Exercise description: Verbatim copy without images: return all of the data as it stands.

Dataset entries:
* * *

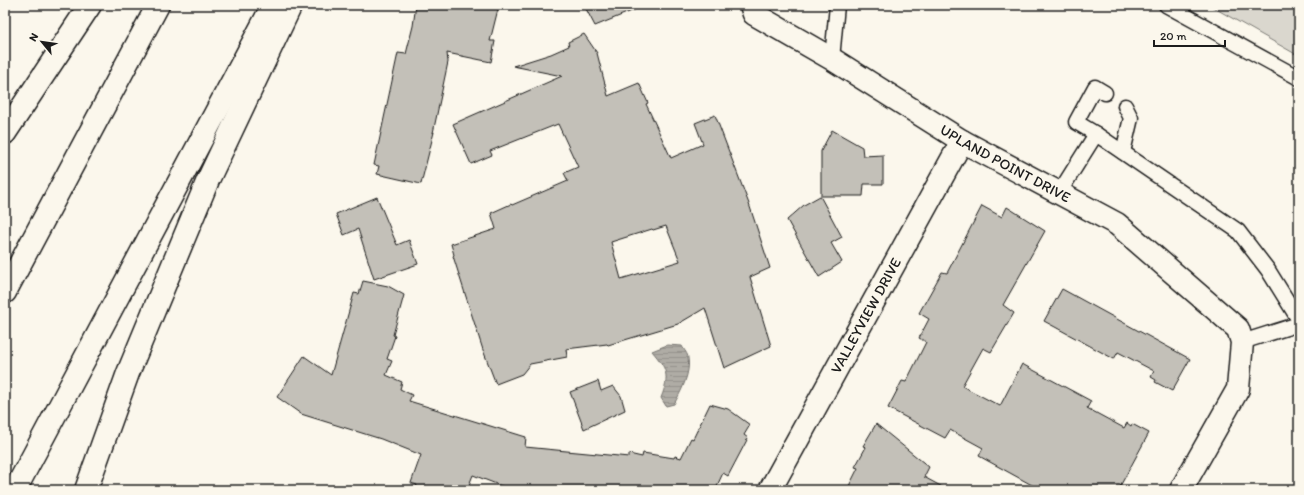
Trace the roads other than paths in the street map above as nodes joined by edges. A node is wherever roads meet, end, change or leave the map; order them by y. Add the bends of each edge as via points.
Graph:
1 (90, 5) edge
2 (158, 5) edge
3 (273, 5) edge
4 (291, 5) edge
5 (751, 5) edge
6 (837, 5) edge
7 (1166, 5) edge
8 (832, 59) junction
9 (1299, 78) edge
10 (1105, 93) dead end
11 (1125, 106) dead end
12 (5, 133) edge
13 (1096, 134) junction
14 (962, 140) junction
15 (1123, 152) junction
16 (1059, 193) junction
17 (5, 292) edge
18 (1299, 320) edge
19 (1299, 324) edge
20 (1242, 342) junction
21 (15, 490) edge
22 (86, 490) edge
23 (770, 490) edge
24 (1181, 490) edge

1 - 12 main road
2 - 17 main road
3 - 21 main road
4 - 22 main road via 208,180 128,373
5 - 8 main road, UPLAND POINT DRIVE via 754,14
6 - 8 lane
7 - 9 lane
8 - 14 main road, UPLAND POINT DRIVE
10 - 13 lane via 1095,87 1076,122
11 - 15 lane via 1130,118
13 - 15 lane
13 - 16 lane
14 - 16 main road, UPLAND POINT DRIVE
14 - 23 main road, VALLEYVIEW DRIVE
15 - 18 lane via 1238,231 1268,270
16 - 20 main road, UPLAND POINT DRIVE via 1117,224 1238,330
19 - 20 lane
20 - 24 main road via 1238,389

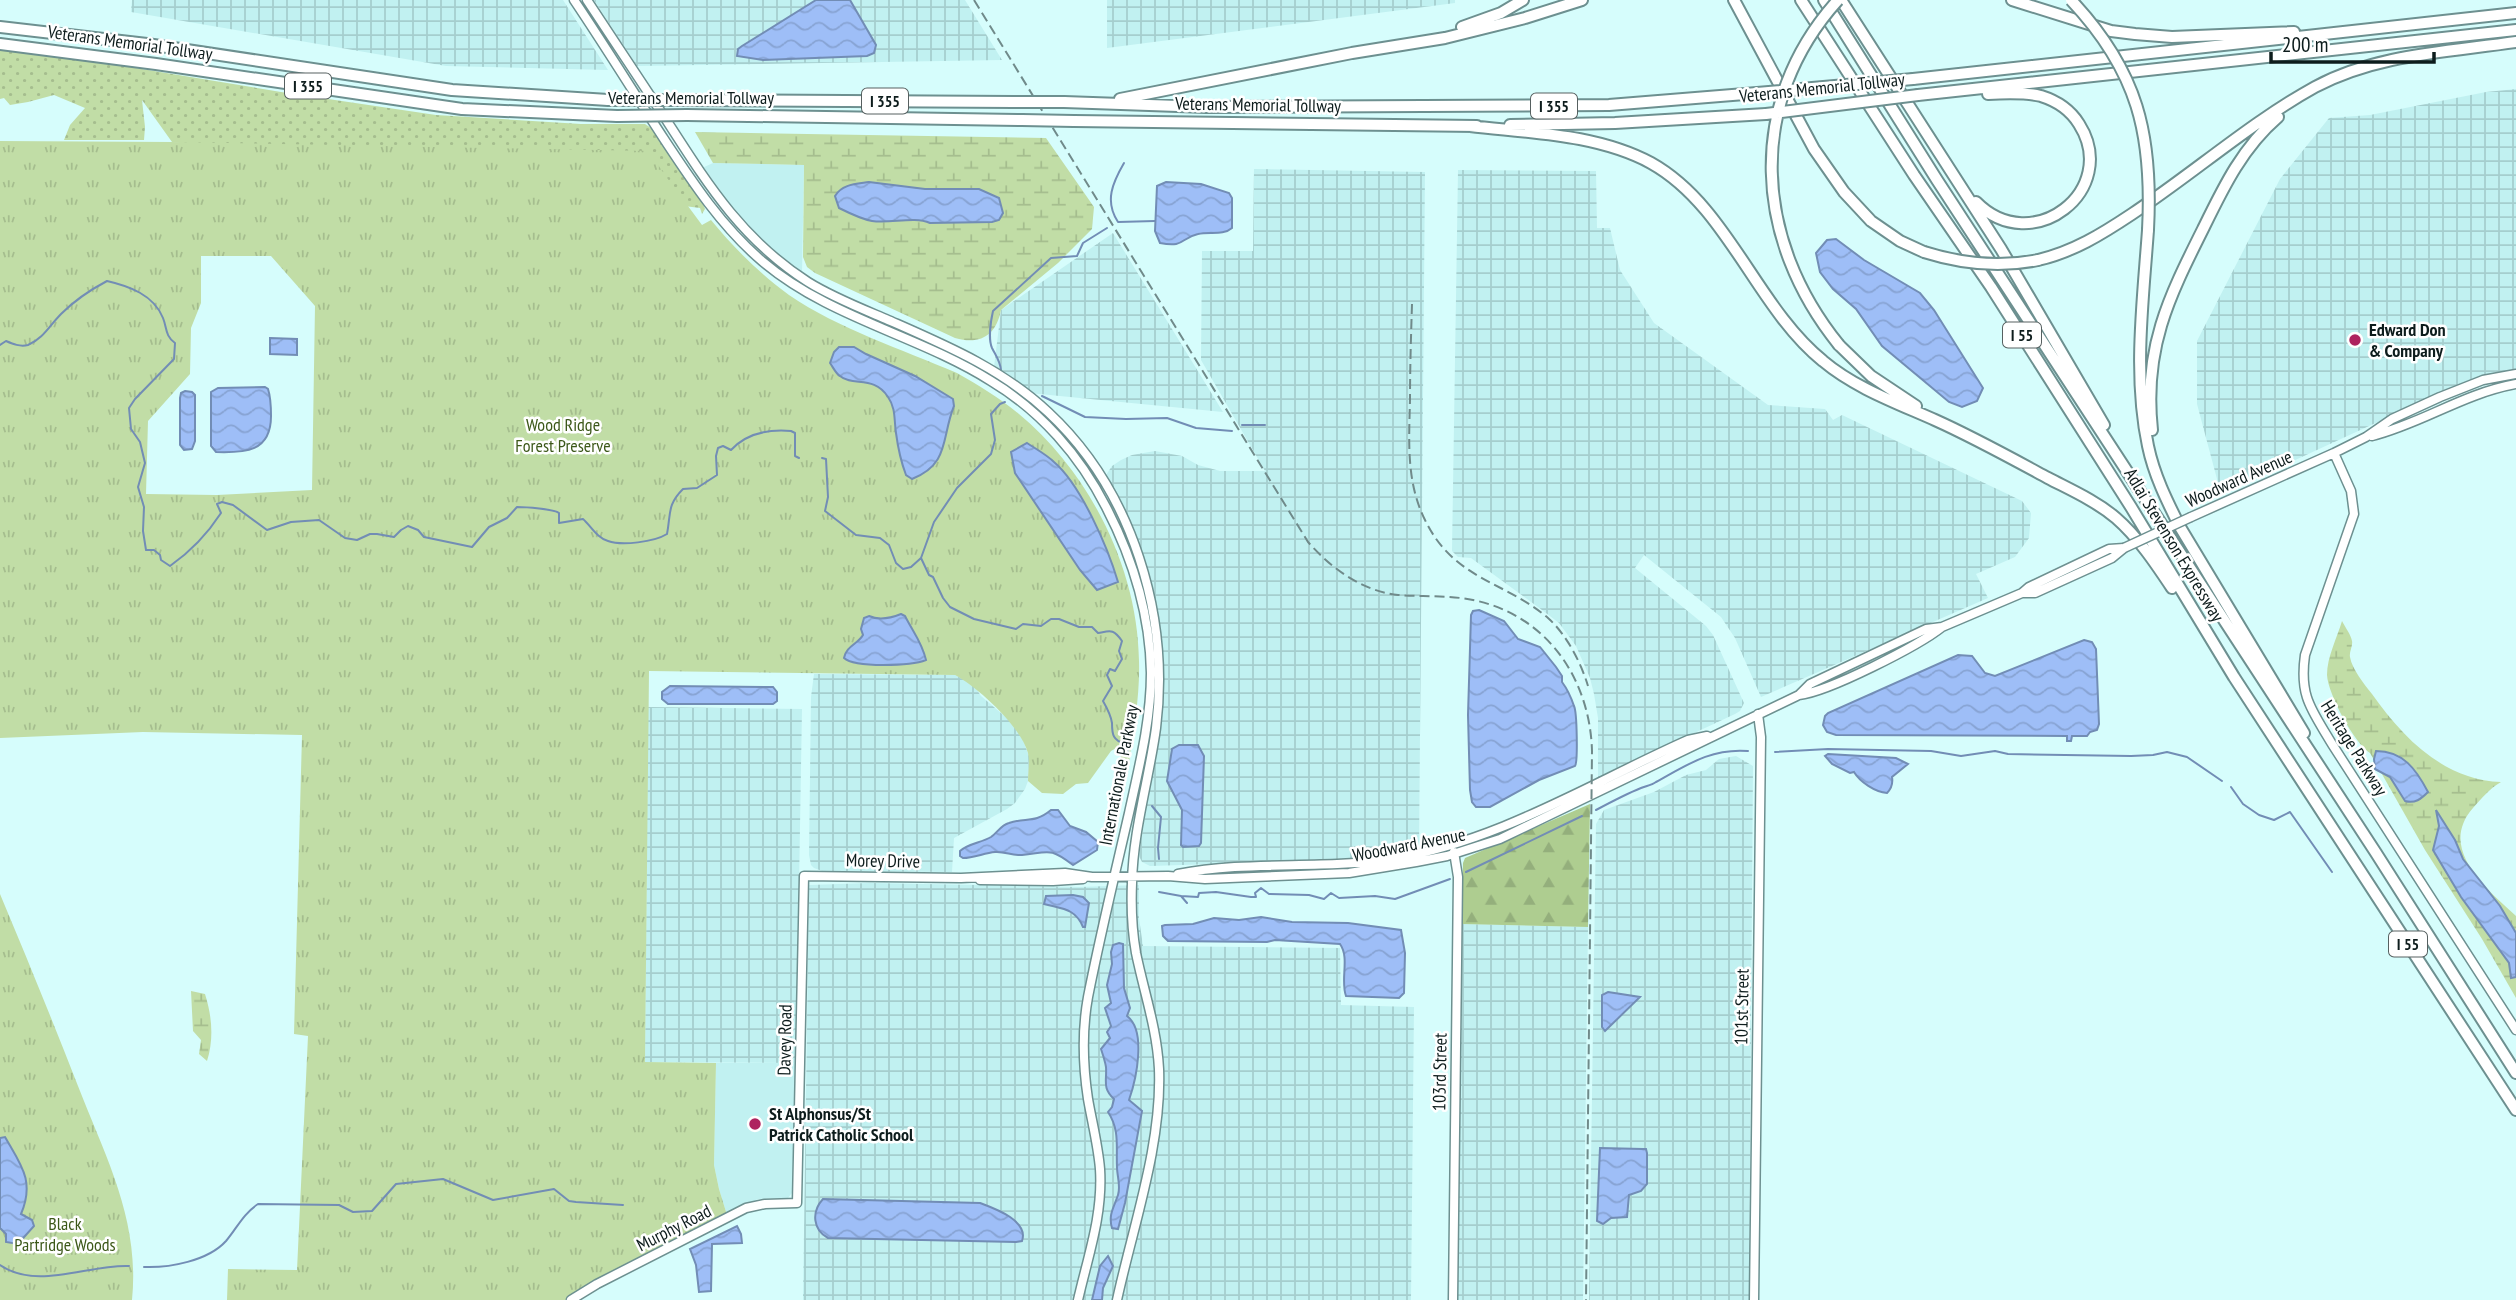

* * *

Written answer:
Trace the roads other than paths in the street map above as nodes joined by edges. A node is wherever roads meet, end, change or leave the map; order them by y. Add the bends of each edge as via points.
Graph:
1 (90, 5) edge
2 (158, 5) edge
3 (273, 5) edge
4 (291, 5) edge
5 (751, 5) edge
6 (837, 5) edge
7 (1166, 5) edge
8 (832, 59) junction
9 (1299, 78) edge
10 (1105, 93) dead end
11 (1125, 106) dead end
12 (5, 133) edge
13 (1096, 134) junction
14 (962, 140) junction
15 (1123, 152) junction
16 (1059, 193) junction
17 (5, 292) edge
18 (1299, 320) edge
19 (1299, 324) edge
20 (1242, 342) junction
21 (15, 490) edge
22 (86, 490) edge
23 (770, 490) edge
24 (1181, 490) edge

1 - 12 main road
2 - 17 main road
3 - 21 main road
4 - 22 main road via 208,180 128,373
5 - 8 main road, UPLAND POINT DRIVE via 754,14
6 - 8 lane
7 - 9 lane
8 - 14 main road, UPLAND POINT DRIVE
10 - 13 lane via 1095,87 1076,122
11 - 15 lane via 1130,118
13 - 15 lane
13 - 16 lane
14 - 16 main road, UPLAND POINT DRIVE
14 - 23 main road, VALLEYVIEW DRIVE
15 - 18 lane via 1238,231 1268,270
16 - 20 main road, UPLAND POINT DRIVE via 1117,224 1238,330
19 - 20 lane
20 - 24 main road via 1238,389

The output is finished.